Schritt 3 – 100% Modell und Prognose

Für die Bewertung der unklassifizierten Datenmenge wird das 100%-Modell erstellt. Das 100%-Modell entsteht durch das Training des Klassifikators mit allen bisherigen Daten. Analog zum Beginn wird die zu prognostizierende Datenmenge (to_predict.csv) mittels Pandas in das Modul geladen. Auch hier muss die irrelevante subject-Spalte aus dem Data Frame entfernt werden. Da die Klassenlabels für die zu bewertende Datenmenge ebenfalls im Repository liegen (true_labels.csv), können diese ebenfalls geladen werden, um die abschließende Bewertung durchzuführen. Dafür wird erneut die score-Funktion des Klassifikators genutzt. Für die abschließende Prognose wird so eine Erfolgsrate von ca. 93,99% ermittelt.

# fitting the 100% model
final_model = select_clf.fit(data.ix[:, :-1], data['activity'])

# read data to predict, read true class labels for data to predict
to_predict = pd.read_csv("data/to_predict.csv", sep = ';', decimal = ',')
to_predict = to_predict.drop("subject", 1)
true_classes_csv = pd.read_csv("data/true_labels.csv", sep = ';', decimal = ',')
true_classes = np.array(true_classes_csv['class'])

# predict the class labels for unknownn data
pred_acc = final_model.score(to_predict, true_classes)
print "100 percent model scores final prediction accuracy of " + str(pred_acc)

Anmerkung: Dieses Minimal-Beispiel dient der Vorstellung der Python-Distribution Python(x,y) für die Nutzung im Data Mining.
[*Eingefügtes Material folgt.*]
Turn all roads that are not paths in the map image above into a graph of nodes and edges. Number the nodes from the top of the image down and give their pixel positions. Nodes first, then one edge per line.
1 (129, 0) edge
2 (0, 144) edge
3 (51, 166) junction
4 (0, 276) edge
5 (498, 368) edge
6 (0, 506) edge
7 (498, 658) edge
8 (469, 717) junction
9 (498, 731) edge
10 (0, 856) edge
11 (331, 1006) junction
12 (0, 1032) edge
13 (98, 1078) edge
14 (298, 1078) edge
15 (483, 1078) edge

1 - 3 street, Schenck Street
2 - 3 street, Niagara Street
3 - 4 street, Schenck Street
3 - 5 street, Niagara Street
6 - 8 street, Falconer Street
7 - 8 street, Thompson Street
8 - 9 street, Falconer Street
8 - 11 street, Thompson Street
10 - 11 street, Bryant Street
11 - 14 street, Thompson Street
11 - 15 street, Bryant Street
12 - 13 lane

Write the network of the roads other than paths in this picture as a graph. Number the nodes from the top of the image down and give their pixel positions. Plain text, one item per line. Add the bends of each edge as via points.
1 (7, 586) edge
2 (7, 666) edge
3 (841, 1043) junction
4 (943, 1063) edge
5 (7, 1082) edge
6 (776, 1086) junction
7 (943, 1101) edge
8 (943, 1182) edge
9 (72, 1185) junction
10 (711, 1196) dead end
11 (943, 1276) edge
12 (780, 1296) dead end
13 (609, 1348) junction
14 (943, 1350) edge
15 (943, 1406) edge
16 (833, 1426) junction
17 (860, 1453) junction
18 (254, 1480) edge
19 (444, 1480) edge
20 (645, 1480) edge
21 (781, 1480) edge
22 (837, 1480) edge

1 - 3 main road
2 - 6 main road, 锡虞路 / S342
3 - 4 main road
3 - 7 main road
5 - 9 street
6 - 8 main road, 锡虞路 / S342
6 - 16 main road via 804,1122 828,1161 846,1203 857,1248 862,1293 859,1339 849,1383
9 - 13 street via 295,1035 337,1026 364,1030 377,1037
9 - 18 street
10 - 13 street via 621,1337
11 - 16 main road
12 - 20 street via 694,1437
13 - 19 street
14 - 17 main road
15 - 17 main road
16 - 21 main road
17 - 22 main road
Die bereits vollständige und vorverarbeitete Datenmenge in diesem Beispiel ermöglicht einen Direkteinstieg für dieses Tutorial. In der Praxis kommen im Data Mining weitere essentiell wichtige Bearbeitungsschritte hinzu, u.a.  Datenaufbereitung, Datenvervollständigung, explorative Analysen und Merkmalsselektion.